- **Exercise requirements**
Across the records below, how many lines contain the string "main"? Give the number by itself.

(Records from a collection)
== Segment start ==

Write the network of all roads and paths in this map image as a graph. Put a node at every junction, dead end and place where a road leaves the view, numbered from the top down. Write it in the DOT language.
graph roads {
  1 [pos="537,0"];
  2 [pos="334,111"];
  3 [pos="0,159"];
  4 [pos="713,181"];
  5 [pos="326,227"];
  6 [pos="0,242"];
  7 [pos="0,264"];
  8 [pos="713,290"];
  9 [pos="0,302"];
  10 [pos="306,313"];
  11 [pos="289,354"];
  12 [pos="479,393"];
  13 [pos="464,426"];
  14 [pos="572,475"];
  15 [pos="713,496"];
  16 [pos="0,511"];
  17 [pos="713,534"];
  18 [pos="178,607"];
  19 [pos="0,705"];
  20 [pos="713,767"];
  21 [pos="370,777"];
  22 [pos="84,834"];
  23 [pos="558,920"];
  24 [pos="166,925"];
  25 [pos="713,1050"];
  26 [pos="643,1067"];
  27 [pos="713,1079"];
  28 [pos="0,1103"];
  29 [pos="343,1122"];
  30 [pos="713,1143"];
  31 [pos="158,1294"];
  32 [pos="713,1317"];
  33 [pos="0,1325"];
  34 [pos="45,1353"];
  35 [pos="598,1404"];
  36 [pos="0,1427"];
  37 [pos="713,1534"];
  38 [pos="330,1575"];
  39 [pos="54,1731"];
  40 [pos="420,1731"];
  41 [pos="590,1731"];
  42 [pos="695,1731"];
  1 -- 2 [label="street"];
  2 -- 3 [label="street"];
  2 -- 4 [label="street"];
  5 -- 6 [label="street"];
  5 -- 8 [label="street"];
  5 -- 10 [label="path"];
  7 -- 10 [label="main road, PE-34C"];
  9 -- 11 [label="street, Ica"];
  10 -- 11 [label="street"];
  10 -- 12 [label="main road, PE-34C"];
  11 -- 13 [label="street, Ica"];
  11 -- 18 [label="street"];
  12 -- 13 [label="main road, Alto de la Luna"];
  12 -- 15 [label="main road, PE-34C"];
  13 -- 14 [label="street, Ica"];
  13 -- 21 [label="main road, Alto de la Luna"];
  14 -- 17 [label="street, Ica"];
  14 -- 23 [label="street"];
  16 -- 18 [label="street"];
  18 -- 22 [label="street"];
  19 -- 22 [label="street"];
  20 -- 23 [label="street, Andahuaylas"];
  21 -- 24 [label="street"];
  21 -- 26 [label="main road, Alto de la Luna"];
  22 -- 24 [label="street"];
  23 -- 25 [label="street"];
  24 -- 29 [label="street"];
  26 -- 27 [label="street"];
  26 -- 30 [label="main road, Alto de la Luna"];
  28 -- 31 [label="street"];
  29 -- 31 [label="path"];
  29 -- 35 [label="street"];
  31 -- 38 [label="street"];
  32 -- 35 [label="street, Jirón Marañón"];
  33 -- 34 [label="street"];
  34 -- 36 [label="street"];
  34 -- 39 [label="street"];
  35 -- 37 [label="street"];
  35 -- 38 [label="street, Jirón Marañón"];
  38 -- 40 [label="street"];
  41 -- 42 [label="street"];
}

== Segment end ==

- **Result**
7